Materials and Methods:
Stock and GPT-4 with RAG (RAG-GPT) were subjected to a set of 379 FRCR 2A questions from a variety of sources. Questions were further subdivided by subspecialty and difficulty level, according to Bloom’s Taxonomy. The overall grade for both instances of GPT-4 were calculated, as were both models’ performance by subspecialty and difficulty level. If RAG-GPT could not provide an answer based on the provided context, the answer from the stock GPT-4 was used. The pass mark was arbitrarily set at 60%, and evaluation of the helpfulness of the context was done on a 5-point Likert scale.

Stock GPT-4 achieved a score of 242/379 (64.0%, pass). RAG-GPT achieved a near-identical score of 243/379 (64.0%). RAG-GPT showed the greatest improvement in gastrointestinal/hepatobiliary questions, improving from the stock GPT-4 performance of 67.1% to 75.0%. RAG-GPT also showed the greatest improvement in level 3 (2nd-order thinking) questions, improving from 31.8% to 50.0%. The usefulness of the RAG context was rated at a mean of 3.6; the score improved significantly to 4.0 in correctly answered questions with a returned context (p<0.01). The greatest increase in the usefulness was in level 3 questions, from 3.8 to 4.2.

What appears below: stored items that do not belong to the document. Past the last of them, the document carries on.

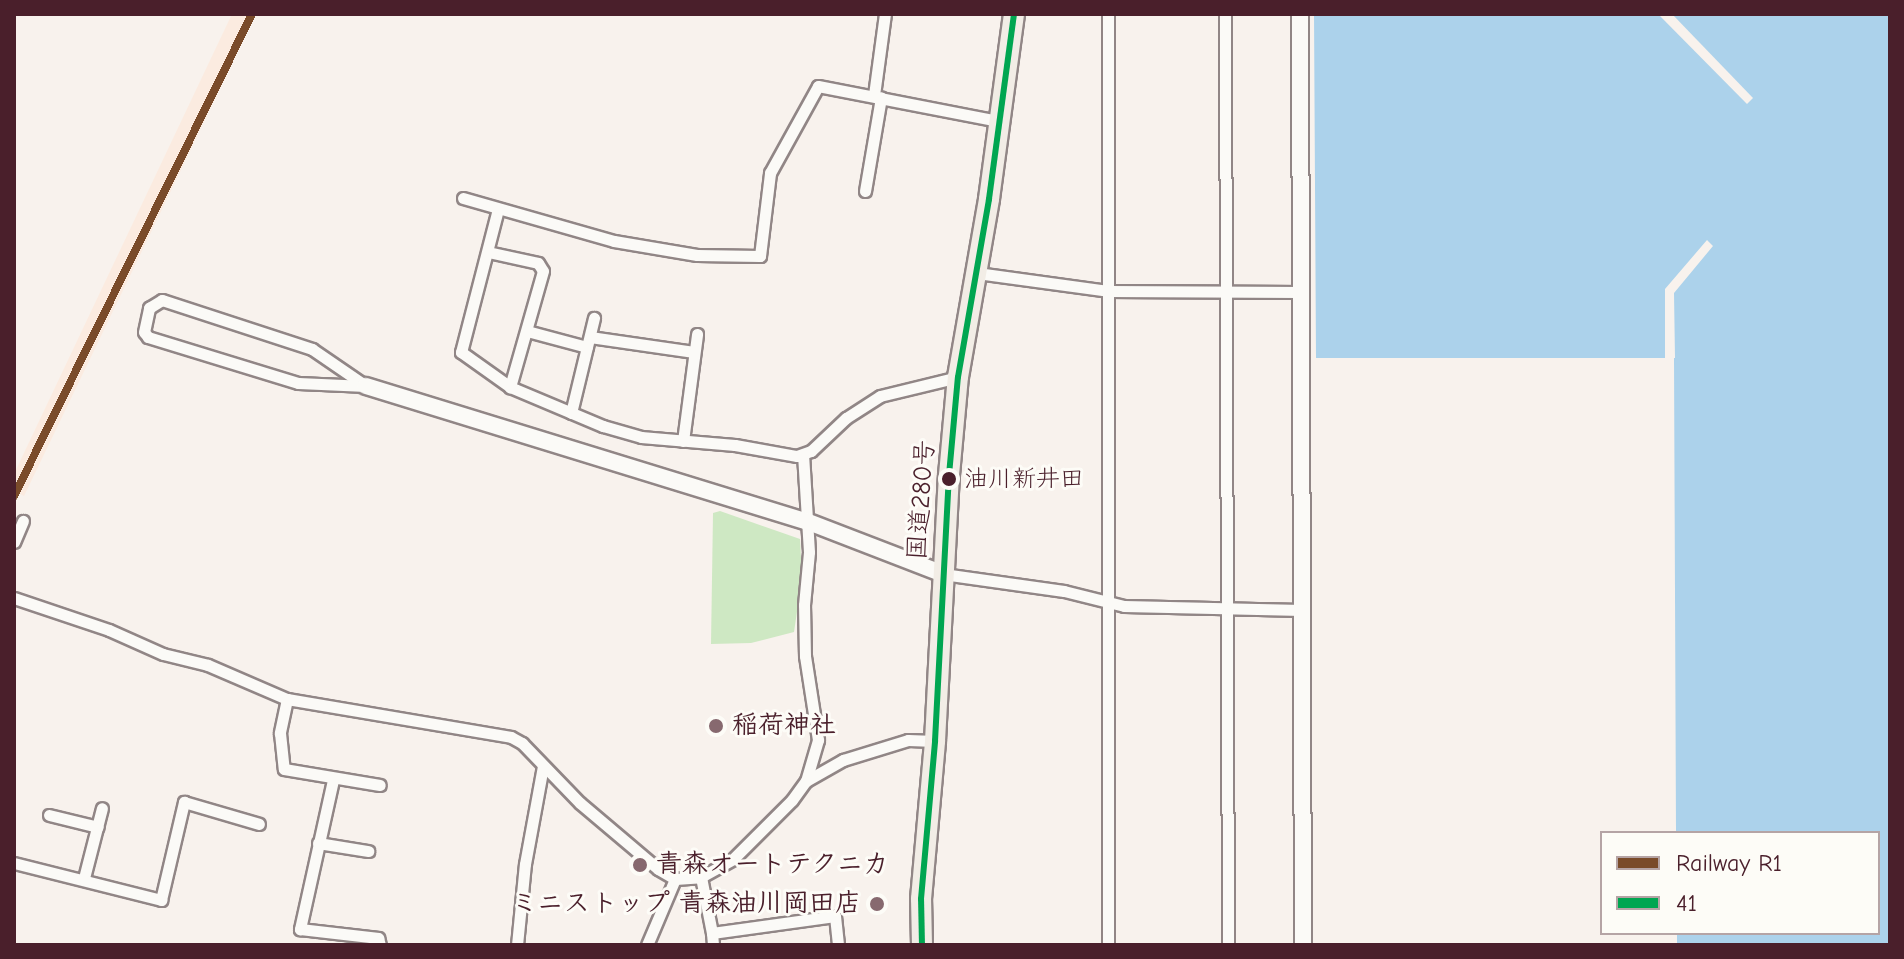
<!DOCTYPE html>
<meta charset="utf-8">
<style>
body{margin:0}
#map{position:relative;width:1904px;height:959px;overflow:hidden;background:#f8f2ed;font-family:"Comic Neue","Klee One",sans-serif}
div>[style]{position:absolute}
.built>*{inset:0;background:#fbebe0}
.green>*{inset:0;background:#cee8c3}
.water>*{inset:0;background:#acd2eb}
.pier>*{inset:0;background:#f8f2ed}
.roads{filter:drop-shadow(2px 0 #918686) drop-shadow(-2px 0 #918686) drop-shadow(0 2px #918686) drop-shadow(0 -2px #918686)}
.street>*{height:11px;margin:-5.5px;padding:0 5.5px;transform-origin:5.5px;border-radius:5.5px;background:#fbfaf7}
.secondary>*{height:16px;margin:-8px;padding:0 8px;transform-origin:8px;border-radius:8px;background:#fbfaf7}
.highway>*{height:20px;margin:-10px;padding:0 10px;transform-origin:10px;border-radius:10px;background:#f2ede6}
.bus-1>*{height:6px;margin:-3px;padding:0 3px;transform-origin:3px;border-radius:3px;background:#00a651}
.rail-1>*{height:8px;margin:-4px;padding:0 4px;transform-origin:4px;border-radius:4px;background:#7a4b2a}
.dots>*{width:22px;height:22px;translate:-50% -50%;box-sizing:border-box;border:4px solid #fdfcf7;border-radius:50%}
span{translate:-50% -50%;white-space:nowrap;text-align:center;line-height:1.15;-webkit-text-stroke:6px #fdfcf7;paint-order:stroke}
.bus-label{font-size:24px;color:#4a1f2b}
.left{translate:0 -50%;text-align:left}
.street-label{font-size:26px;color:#4a1f2b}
.poi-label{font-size:26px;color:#4a1f2b;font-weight:700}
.right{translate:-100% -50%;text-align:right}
.frame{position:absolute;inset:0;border:16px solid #4a1f2b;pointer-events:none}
.legend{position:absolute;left:1600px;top:831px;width:280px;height:104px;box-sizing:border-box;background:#fdfcf7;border:2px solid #b5a4a5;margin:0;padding:10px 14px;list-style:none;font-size:24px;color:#4a1f2b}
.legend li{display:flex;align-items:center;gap:16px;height:40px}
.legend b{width:40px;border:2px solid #b5a4a5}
</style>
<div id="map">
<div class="built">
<div style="clip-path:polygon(232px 14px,256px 14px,24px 496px,14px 491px,14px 474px)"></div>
</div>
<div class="green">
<div style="clip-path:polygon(720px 511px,800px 539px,802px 578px,794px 632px,751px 643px,711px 644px,713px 513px)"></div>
</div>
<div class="water">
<div style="clip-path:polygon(1314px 14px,1890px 14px,1890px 945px,1677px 945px,1677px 933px,1878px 933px,1878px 833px,1676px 833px,1674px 358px,1316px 358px)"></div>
</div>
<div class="pier">
<div style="clip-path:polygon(1658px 14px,1672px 14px,1753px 98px,1747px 104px)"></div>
<div style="clip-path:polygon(1707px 240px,1713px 246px,1674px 293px,1675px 358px,1665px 358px,1665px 289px)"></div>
</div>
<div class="roads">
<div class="street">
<div style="left:1108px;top:14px;width:931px;rotate:90deg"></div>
<div style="left:1225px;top:14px;width:931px;rotate:89.82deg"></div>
<div style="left:874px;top:95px;width:82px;rotate:-82.3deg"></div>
<div style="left:865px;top:191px;width:95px;rotate:-80.3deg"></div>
<div style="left:463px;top:198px;width:157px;rotate:15.9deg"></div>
<div style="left:614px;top:241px;width:84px;rotate:9.6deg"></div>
<div style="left:697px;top:255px;width:63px;rotate:0.9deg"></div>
<div style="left:760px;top:256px;width:84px;rotate:-83.1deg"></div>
<div style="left:770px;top:173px;width:99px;rotate:-61.1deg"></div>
<div style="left:818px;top:86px;width:183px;rotate:11deg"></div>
<div style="left:498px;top:209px;width:148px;rotate:104.5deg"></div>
<div style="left:461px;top:352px;width:60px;rotate:35.5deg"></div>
<div style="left:510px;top:387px;width:101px;rotate:22.8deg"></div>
<div style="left:603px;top:426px;width:40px;rotate:16deg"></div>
<div style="left:641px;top:437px;width:94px;rotate:4.9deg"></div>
<div style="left:735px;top:445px;width:63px;rotate:10.1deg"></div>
<div style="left:797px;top:456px;width:15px;rotate:-20deg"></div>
<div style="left:811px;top:451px;width:48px;rotate:-43.3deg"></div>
<div style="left:846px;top:418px;width:40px;rotate:-32.9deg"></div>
<div style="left:880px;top:396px;width:80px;rotate:-13.7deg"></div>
<div style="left:488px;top:252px;width:51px;rotate:12.4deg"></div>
<div style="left:538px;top:263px;width:9px;rotate:58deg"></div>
<div style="left:543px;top:271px;width:121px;rotate:105.9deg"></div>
<div style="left:977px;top:273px;width:132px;rotate:7.8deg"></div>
<div style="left:1108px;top:291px;width:192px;rotate:0.3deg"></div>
<div style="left:162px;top:300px;width:158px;rotate:18.1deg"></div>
<div style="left:312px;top:349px;width:65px;rotate:34.4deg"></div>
<div style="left:366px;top:386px;width:68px;rotate:-177.5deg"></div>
<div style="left:298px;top:383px;width:157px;rotate:-163deg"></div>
<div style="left:148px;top:337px;width:6px;rotate:-129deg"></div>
<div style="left:144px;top:332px;width:25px;rotate:-78deg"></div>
<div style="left:149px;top:308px;width:15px;rotate:-32deg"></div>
<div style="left:527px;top:331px;width:62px;rotate:14.9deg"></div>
<div style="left:590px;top:337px;width:105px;rotate:8.2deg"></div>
<div style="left:571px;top:413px;width:98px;rotate:-76.4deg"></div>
<div style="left:683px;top:441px;width:108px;rotate:-82.5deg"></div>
<div style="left:14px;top:542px;width:23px;rotate:-67deg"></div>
<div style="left:943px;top:574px;width:122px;rotate:8deg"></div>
<div style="left:1064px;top:591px;width:62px;rotate:14deg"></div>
<div style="left:1124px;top:606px;width:178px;rotate:1.3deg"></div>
<div style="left:14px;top:598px;width:100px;rotate:18.6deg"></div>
<div style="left:109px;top:630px;width:59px;rotate:24deg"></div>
<div style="left:163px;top:654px;width:46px;rotate:13.7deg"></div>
<div style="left:208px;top:665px;width:86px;rotate:23.3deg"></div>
<div style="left:287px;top:699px;width:227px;rotate:9.6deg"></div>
<div style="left:511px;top:737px;width:13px;rotate:29deg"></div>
<div style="left:522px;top:743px;width:83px;rotate:46deg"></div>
<div style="left:580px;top:803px;width:102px;rotate:40.2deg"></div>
<div style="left:658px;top:869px;width:20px;rotate:30deg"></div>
<div style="left:675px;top:879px;width:26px;rotate:-4deg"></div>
<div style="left:701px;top:877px;width:37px;rotate:-29deg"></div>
<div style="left:733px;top:859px;width:83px;rotate:-45deg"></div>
<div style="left:792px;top:800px;width:24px;rotate:-54deg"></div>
<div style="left:806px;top:781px;width:43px;rotate:-73.7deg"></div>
<div style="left:818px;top:740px;width:85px;rotate:-98.8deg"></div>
<div style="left:805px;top:656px;width:51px;rotate:-91.1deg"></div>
<div style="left:804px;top:605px;width:53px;rotate:-84.6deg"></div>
<div style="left:809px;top:552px;width:97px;rotate:-93.5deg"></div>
<div style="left:287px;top:699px;width:35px;rotate:102deg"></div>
<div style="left:280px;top:733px;width:36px;rotate:84deg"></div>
<div style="left:284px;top:769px;width:97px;rotate:9.5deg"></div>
<div style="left:333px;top:780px;width:153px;rotate:102.5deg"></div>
<div style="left:300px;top:929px;width:79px;rotate:6.6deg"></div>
<div style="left:378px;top:938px;width:7px;rotate:74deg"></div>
<div style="left:806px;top:781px;width:43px;rotate:-29.6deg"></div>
<div style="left:843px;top:760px;width:68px;rotate:-17.1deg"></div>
<div style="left:908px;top:740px;width:27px;rotate:2deg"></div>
<div style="left:49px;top:815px;width:50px;rotate:13.8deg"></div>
<div style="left:318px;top:843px;width:51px;rotate:9.1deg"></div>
<div style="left:14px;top:863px;width:152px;rotate:14.1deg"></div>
<div style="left:161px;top:900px;width:101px;rotate:-76.8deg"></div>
<div style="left:184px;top:802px;width:78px;rotate:16.3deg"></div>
<div style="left:701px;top:877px;width:57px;rotate:78.9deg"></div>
<div style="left:712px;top:933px;width:124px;rotate:-7.9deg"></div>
<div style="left:835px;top:916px;width:29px;rotate:84deg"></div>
<div style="left:84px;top:878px;width:72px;rotate:-75.6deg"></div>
<div style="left:712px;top:933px;width:12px;rotate:85deg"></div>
<div style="left:517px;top:945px;width:81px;rotate:-84.4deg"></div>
<div style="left:525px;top:864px;width:100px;rotate:-79.6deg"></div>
<div style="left:647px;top:945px;width:72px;rotate:-67deg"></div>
</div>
<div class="secondary">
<div style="left:1300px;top:14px;width:931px;rotate:89.82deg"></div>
<div style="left:366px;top:386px;width:460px;rotate:17.1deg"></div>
<div style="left:806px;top:521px;width:147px;rotate:21.1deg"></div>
</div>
<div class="highway">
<div style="left:922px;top:945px;width:46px;rotate:-91.2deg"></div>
<div style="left:921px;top:899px;width:159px;rotate:-84.9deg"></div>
<div style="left:935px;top:741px;width:266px;rotate:-87deg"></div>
<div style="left:949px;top:475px;width:98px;rotate:-84.8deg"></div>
<div style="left:958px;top:377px;width:181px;rotate:-80.1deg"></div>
<div style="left:989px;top:199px;width:187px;rotate:-82.3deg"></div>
</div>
</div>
<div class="bus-1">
<div style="left:922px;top:945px;width:46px;rotate:-91.2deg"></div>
<div style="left:921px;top:899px;width:159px;rotate:-84.9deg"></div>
<div style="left:935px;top:741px;width:266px;rotate:-87deg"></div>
<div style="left:949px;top:475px;width:98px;rotate:-84.8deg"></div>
<div style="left:958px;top:377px;width:181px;rotate:-80.1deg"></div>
<div style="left:989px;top:199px;width:187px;rotate:-82.3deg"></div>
</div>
<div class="rail-1">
<div style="left:14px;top:496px;width:538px;rotate:-63.72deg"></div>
</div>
<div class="dots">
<div style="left:949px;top:479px;background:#4a1f2b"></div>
<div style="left:716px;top:726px;background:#87696f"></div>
<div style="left:640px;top:865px;background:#87696f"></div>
<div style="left:877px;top:904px;background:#87696f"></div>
</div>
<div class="bus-label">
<span class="left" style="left:964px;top:479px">油川新井田</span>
</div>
<div class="street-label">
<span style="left:922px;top:500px;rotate:-86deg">国道280号</span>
</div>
<div class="poi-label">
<span class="left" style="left:732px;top:726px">稲荷神社</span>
<span class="left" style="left:656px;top:865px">青森オートテクニカ</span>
<span class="right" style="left:861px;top:904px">ミニストップ 青森油川岡田店</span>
</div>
<div class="frame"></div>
<ul class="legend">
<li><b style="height:10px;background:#7a4b2a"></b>Railway R1</li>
<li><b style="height:10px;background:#00a651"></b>41</li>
</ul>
</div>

These results demonstrate the depth of clinical reasoning required to pass an examination such as the FRCR 2A. Interestingly, RAG did not contribute significantly to the final score, though it frequently generated helpful references that can help in studying, particularly in questions where the context was deemed to be sufficient. This applies even if the model gave a wrong answer. RAG-GPT could therefore serve as an additional resource for learners by providing related study questions, explanations for unanswered queries or participating in the evaluation of resident-set questions for peer instruction. In addition, the (passing) score of RAG-GPT could allow it to function as an impartial adjudicator, assessing whether questions are of an equitable degree of difficulty. In conclusion, stock GPT-4 has the potential to pass FRCR 2A, and the addition of RAG could allow it to serve as an additional resource by suggesting further areas of reading. However, the integration of LLMs into medical education must be approached cautiously, ensuring that these tools are used responsibly and in conjunction with human supervision and guidance.